Until Data Do Us Part: Controversy and Progress in U.S. Big Data Policy

Written by Katia Grütter, Embassy of Switzerland in the United States

Big Data is controversial – and that might be one of its few known components in the midst of its ever-changing vastness. Only recently, the European Court of Justice ruled that the “Safe Harbor” data-sharing pact between the European Union and the United States is invalid – the agreement and framework that previously allowed more than 4,000 companies to transfer data from the EU to their servers in the United States. The main reason underlying the court’s decision was that the agreement did not completely safeguard the EU’s fundamental rights to privacy with regard to U.S. law enforcement agencies.

The argument revolving around the transfer, storage, and protection of Big Data is an ongoing one in the United States and an indicator of the sensitivity of the subject as well as its political importance. After whistleblower Edward Snowden had revealed in June 2013 that the U.S. National Security Agency (NSA) had secretly worked on a worldwide espionage network that targeted electronic communication from citizens to high-ranking government officials all over the world, the connotations of Big Data suddenly took on a rather negative turn. Especially the European public heavily criticized the U.S. government for allowing such an infringement on private data for the sake of national security, and the fact that President Barack Obama defended the program further reinforced mistrust.

Illustration by Sarah A. King

Illustration by Sarah A. King

However, even though the Washington Post had helped publish some of the classified information, it forgivingly named Obama the “Big Data President” a few weeks later due to his pre-controversy engagement in taking on questions surrounding Big Data. Indeed, the Obama Administration is responsible for launching data.gov in 2009, an extensive catalog of public data from the U.S. government that is meant to make governmental information more transparent and accessible. In addition, the Administration launched a set of “My Data” initiatives, which were aimed at facilitating American citizens’ secure access to their health, tax, energy usage, and student loan information. Obama further announced another Big Data Initiative in 2012, which dedicated $200 million to new Research & Development investments and promoted collaboration between the National Science Foundation (NSF), the National Institutes of Health (NIH), the Department of Defense (DoD), the Department of Energy (DoE), and the U.S. Geological Survey (GSGS). On the one hand, the initiative sought to advance and employ technologies to better manage and analyze Big Data, and on the other, it proposed to expand the workforce so that these tasks could be carried out. Moreover, in May 2013, the President released an executive order that demanded all future government information to be open and machine-readable by default.

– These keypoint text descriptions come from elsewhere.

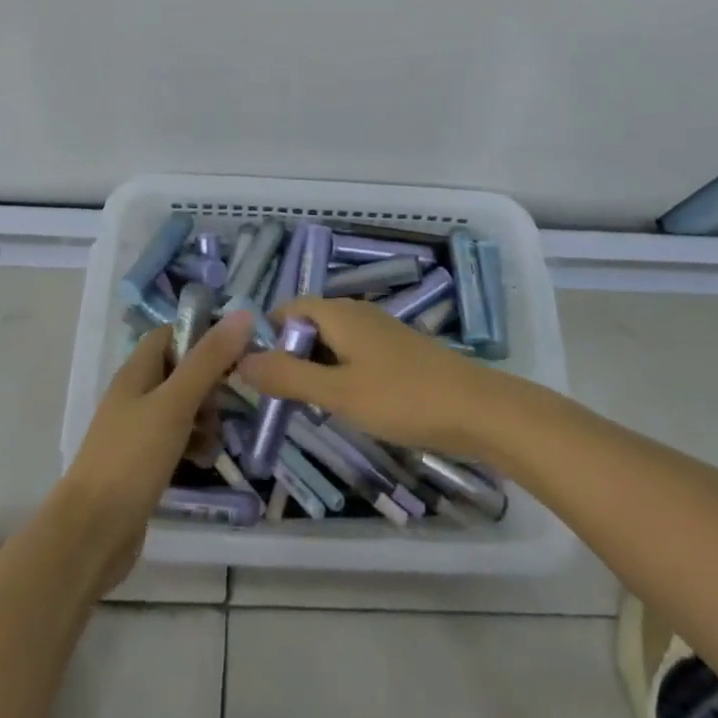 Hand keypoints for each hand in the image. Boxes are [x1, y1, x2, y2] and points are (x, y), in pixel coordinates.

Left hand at [55, 309, 256, 591]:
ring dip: (206, 417)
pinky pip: (177, 440)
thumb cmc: (132, 458)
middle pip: (182, 370)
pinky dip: (195, 444)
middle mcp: (136, 394)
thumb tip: (243, 314)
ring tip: (218, 439)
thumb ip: (209, 360)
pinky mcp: (144, 463)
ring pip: (183, 407)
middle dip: (211, 383)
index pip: (173, 333)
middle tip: (229, 403)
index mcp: (137, 371)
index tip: (239, 349)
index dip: (204, 335)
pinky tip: (206, 461)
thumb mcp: (175, 404)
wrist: (90, 535)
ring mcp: (138, 430)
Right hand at [238, 297, 506, 454]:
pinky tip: (345, 406)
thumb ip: (288, 376)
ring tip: (307, 407)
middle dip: (290, 356)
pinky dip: (340, 374)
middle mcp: (357, 313)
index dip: (267, 335)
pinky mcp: (398, 352)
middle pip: (309, 324)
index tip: (253, 374)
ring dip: (315, 369)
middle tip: (278, 398)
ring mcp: (380, 332)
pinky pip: (354, 355)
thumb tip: (241, 360)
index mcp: (339, 313)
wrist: (476, 409)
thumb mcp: (337, 392)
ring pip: (332, 342)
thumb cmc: (401, 397)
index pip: (288, 308) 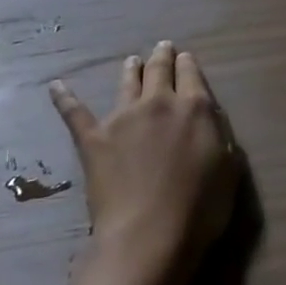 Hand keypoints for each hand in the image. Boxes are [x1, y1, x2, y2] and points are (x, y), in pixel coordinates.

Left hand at [50, 41, 238, 275]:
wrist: (149, 235)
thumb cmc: (199, 208)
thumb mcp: (229, 170)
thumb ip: (220, 137)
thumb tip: (209, 119)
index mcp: (195, 108)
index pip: (192, 75)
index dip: (188, 64)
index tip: (185, 58)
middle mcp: (159, 103)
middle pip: (160, 70)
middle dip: (162, 57)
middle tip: (163, 48)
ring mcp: (123, 118)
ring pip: (127, 83)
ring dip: (132, 69)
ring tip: (132, 61)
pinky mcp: (94, 138)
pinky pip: (75, 113)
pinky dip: (64, 98)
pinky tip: (56, 86) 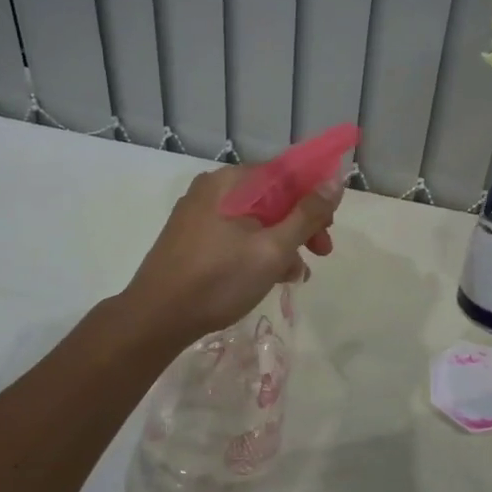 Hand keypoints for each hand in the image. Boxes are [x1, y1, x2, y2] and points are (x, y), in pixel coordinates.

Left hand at [121, 165, 339, 346]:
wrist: (155, 319)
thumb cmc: (219, 280)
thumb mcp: (272, 249)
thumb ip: (307, 214)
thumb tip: (336, 179)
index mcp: (231, 182)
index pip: (286, 172)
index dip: (315, 194)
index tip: (331, 225)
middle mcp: (214, 189)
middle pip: (272, 196)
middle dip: (302, 223)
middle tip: (321, 252)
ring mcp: (200, 214)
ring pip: (256, 218)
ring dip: (283, 242)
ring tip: (296, 275)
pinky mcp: (193, 238)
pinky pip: (237, 234)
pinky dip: (258, 250)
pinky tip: (272, 277) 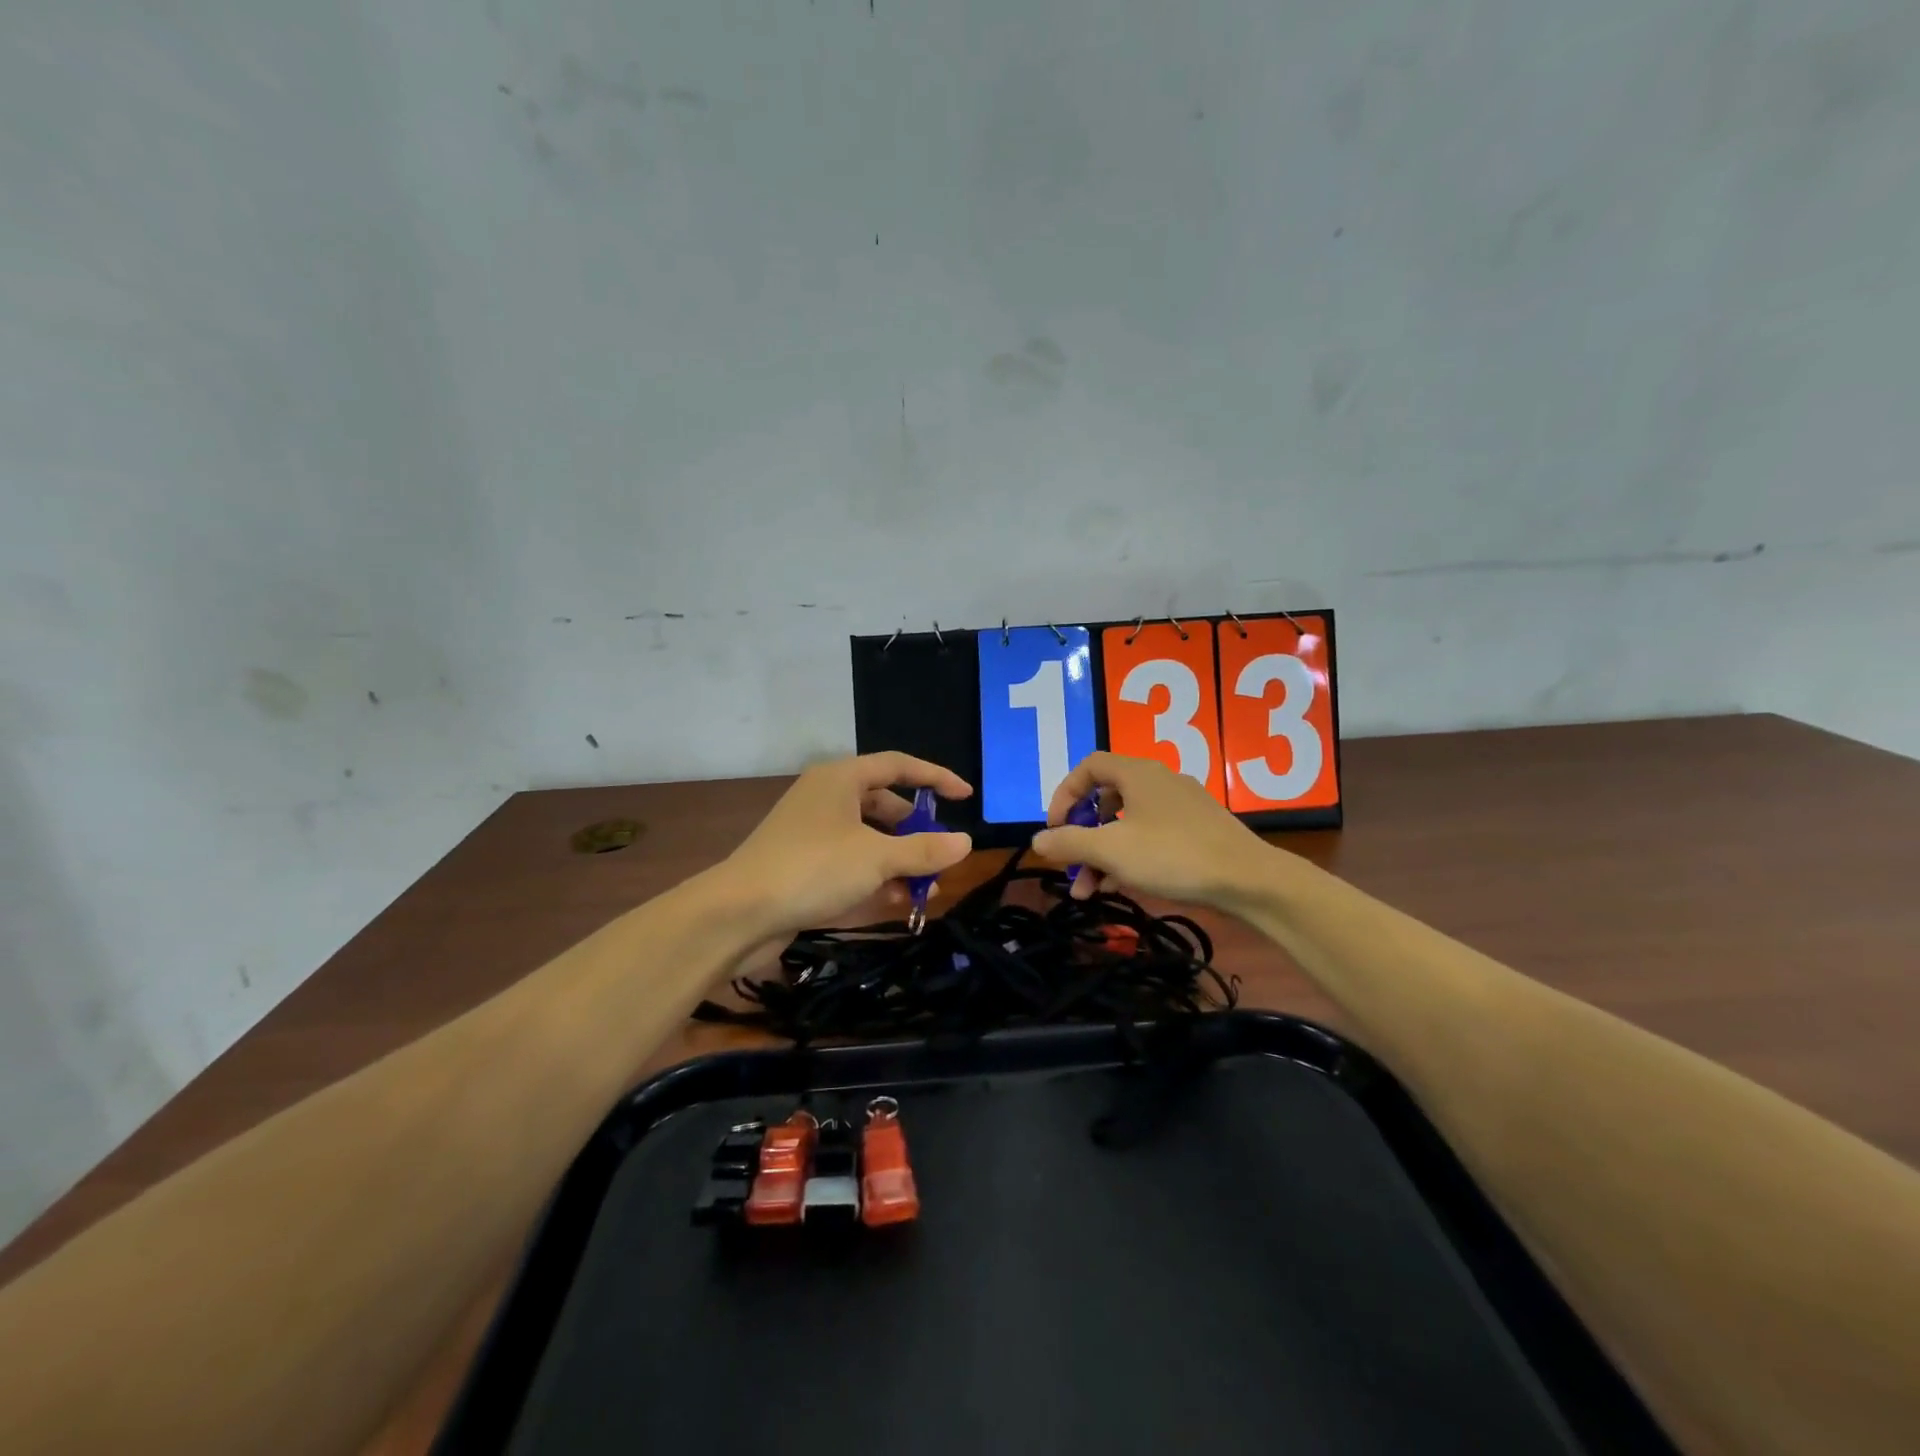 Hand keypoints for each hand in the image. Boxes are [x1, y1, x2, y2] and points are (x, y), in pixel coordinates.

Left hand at [721, 752, 972, 939]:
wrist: (738, 913)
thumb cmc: (813, 869)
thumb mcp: (877, 858)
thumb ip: (924, 849)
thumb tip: (965, 842)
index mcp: (841, 779)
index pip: (898, 765)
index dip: (935, 778)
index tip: (966, 797)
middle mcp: (827, 798)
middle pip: (885, 805)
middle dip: (917, 833)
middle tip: (942, 857)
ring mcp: (813, 832)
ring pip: (869, 839)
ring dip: (899, 861)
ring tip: (926, 890)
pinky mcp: (803, 865)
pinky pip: (850, 863)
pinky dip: (875, 878)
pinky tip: (896, 902)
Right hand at [1030, 752, 1268, 907]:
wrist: (1248, 880)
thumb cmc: (1173, 855)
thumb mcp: (1111, 850)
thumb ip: (1069, 843)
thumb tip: (1038, 841)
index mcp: (1137, 773)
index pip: (1088, 767)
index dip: (1065, 794)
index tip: (1055, 829)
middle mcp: (1158, 781)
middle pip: (1105, 799)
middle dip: (1082, 836)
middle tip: (1071, 868)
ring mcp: (1180, 806)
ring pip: (1127, 824)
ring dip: (1102, 854)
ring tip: (1090, 892)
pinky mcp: (1196, 830)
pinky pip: (1150, 836)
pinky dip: (1129, 857)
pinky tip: (1120, 888) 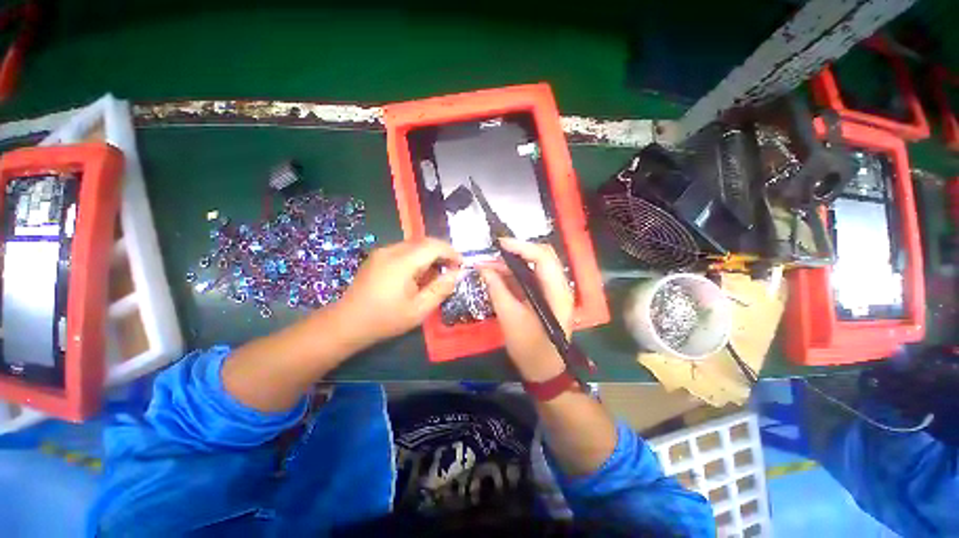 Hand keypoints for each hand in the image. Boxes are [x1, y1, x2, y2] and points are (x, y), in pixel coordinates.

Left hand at [337, 238, 461, 347]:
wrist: (347, 323)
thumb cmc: (385, 319)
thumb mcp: (419, 309)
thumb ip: (440, 289)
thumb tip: (457, 274)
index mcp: (402, 262)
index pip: (433, 246)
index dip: (451, 252)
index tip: (462, 264)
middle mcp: (391, 250)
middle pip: (424, 242)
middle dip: (442, 252)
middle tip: (452, 269)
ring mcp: (382, 252)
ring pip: (414, 245)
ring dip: (430, 254)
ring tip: (437, 273)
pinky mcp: (377, 257)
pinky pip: (404, 250)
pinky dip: (418, 257)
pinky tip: (419, 274)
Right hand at [480, 239, 573, 382]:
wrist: (544, 370)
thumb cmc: (530, 348)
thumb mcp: (510, 318)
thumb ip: (497, 290)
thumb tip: (483, 267)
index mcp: (557, 292)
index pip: (543, 257)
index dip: (521, 247)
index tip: (499, 244)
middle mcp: (559, 286)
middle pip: (541, 257)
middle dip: (516, 252)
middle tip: (492, 254)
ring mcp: (552, 291)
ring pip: (533, 266)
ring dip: (512, 263)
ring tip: (489, 265)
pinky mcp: (544, 296)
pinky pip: (529, 277)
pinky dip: (513, 274)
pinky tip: (497, 275)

The immensity of digital data that is available nowadays becomes evident when it is compared to the range of “traditional” data that the U.S. Census collects in the form of censuses, surveys, or administrative records. As Cavan Capps, Big Data Lead for the U.S. Census impressively points out, Big Data differs in five respects decisively from census data: Firstly, it needs galaxy-type prefixes to describe its size (e.g. measured in tera-1012 up to yotta-1024); secondly, Big Data can be retrieved almost every second and the set will be different each time; thirdly, Big Data is often a byproduct that is not demanded explicitly – very unlike official statistics; fourthly, it comes in a digital, “cheap” form; and lastly, Big Data is far from being a careful data collection, but is rather spiked with many unknowns. Considering these properties, the possibilities and chances of Big Data seem manifold, but equally delicate and potentially dangerous.

A map of the internet, circa 2003. Image: The Opte Project

A map of the internet, circa 2003. Image: The Opte Project

President Obama further pursued the topic by calling for a 90-day review of Big Data and privacy in early 2014 and by installing a work group under John Podesta, his Counselor at the time. As a consequence, in May of the same year, two comprehensive reports were published, one discussing the practical implications of Big Data and the other one providing a technological perspective. The former document held:

While big data unquestionably increases the potential of government power to accrue unchecked, it also hold within it solutions that can enhance accountability, privacy, and the rights of citizens. Properly implemented, big data will become an historic driver of progress, helping our nation perpetuate the civic and economic dynamism that has long been its hallmark.”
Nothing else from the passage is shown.